LITTLE EGG HARBOR TOWNSHIP, N.J. (CBS) -- Built high where flood waters will hopefully never ruin it again, Sheila Lipton's home is finally complete almost 18 months after Sandy.

"We actually got to cook a meal Easter Sunday. It was wonderful, we didn't have furniture or anything but it was okay, it was great."

The long road home took a toll on Sheila and her husband Tom, who had to work every hour he could to pay his mortgage and rental home.

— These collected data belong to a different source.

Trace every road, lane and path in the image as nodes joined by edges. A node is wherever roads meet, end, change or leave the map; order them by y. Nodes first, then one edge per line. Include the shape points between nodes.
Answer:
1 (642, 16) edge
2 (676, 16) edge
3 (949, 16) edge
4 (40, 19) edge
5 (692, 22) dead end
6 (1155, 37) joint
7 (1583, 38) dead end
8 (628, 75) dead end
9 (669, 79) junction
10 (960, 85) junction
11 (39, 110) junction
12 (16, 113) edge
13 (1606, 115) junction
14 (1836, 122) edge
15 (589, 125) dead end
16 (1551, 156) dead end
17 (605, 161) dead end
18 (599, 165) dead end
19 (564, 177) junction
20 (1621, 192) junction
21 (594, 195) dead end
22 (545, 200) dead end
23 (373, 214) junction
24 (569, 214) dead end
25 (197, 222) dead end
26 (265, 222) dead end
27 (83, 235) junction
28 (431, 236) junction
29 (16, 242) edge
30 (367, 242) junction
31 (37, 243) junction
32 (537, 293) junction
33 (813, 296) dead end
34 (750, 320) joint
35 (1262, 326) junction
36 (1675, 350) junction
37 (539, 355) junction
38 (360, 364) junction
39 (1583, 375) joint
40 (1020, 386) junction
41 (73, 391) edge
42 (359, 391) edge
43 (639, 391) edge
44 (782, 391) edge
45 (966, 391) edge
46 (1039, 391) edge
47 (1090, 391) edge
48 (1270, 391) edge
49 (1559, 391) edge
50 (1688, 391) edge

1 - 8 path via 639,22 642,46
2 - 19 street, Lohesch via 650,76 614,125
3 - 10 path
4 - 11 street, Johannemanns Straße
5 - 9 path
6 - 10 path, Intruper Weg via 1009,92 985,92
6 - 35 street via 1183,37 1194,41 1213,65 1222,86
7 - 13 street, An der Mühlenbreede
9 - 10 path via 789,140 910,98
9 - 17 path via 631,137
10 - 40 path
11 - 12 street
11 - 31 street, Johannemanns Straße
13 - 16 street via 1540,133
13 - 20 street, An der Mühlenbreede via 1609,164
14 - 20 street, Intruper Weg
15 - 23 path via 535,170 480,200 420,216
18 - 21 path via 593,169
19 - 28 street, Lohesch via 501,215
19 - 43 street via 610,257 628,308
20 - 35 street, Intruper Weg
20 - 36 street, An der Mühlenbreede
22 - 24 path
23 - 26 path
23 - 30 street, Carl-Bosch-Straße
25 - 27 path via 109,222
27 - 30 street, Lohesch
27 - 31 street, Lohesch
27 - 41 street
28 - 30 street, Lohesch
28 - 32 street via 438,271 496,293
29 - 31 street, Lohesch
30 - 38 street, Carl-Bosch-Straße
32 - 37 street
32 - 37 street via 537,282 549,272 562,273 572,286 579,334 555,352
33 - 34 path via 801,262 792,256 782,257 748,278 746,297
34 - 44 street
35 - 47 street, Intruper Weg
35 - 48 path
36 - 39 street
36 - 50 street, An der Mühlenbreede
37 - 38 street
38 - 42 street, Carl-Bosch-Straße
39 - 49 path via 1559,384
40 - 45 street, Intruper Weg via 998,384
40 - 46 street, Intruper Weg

But even being home doesn't quite make life normal again.

Tom says, "No I don't know what back to normal is, there's just so much work here."

A Rutgers- Eagleton poll finds that two-thirds of New Jerseyans do not believe life is back to normal 18 months after Sandy and more than 90 percent of those people aren't optimistic things will be normal in another year.

Dustin Gryzbowski, a carpenter, says, "On just one street that we're standing on there's only three houses that are being lived in and there are 10 empty, so work is non-stop."

New Jersey is still waiting for approval for distributing a second $1.5 billion of Sandy relief, but there is concern the US department of Housing says some of the $16 billion allotted for disaster relief after Sandy can go to other parts of the country.

Governor Christie and members of Congress oppose that idea and are worried less money could make Sandy recovery take even longer.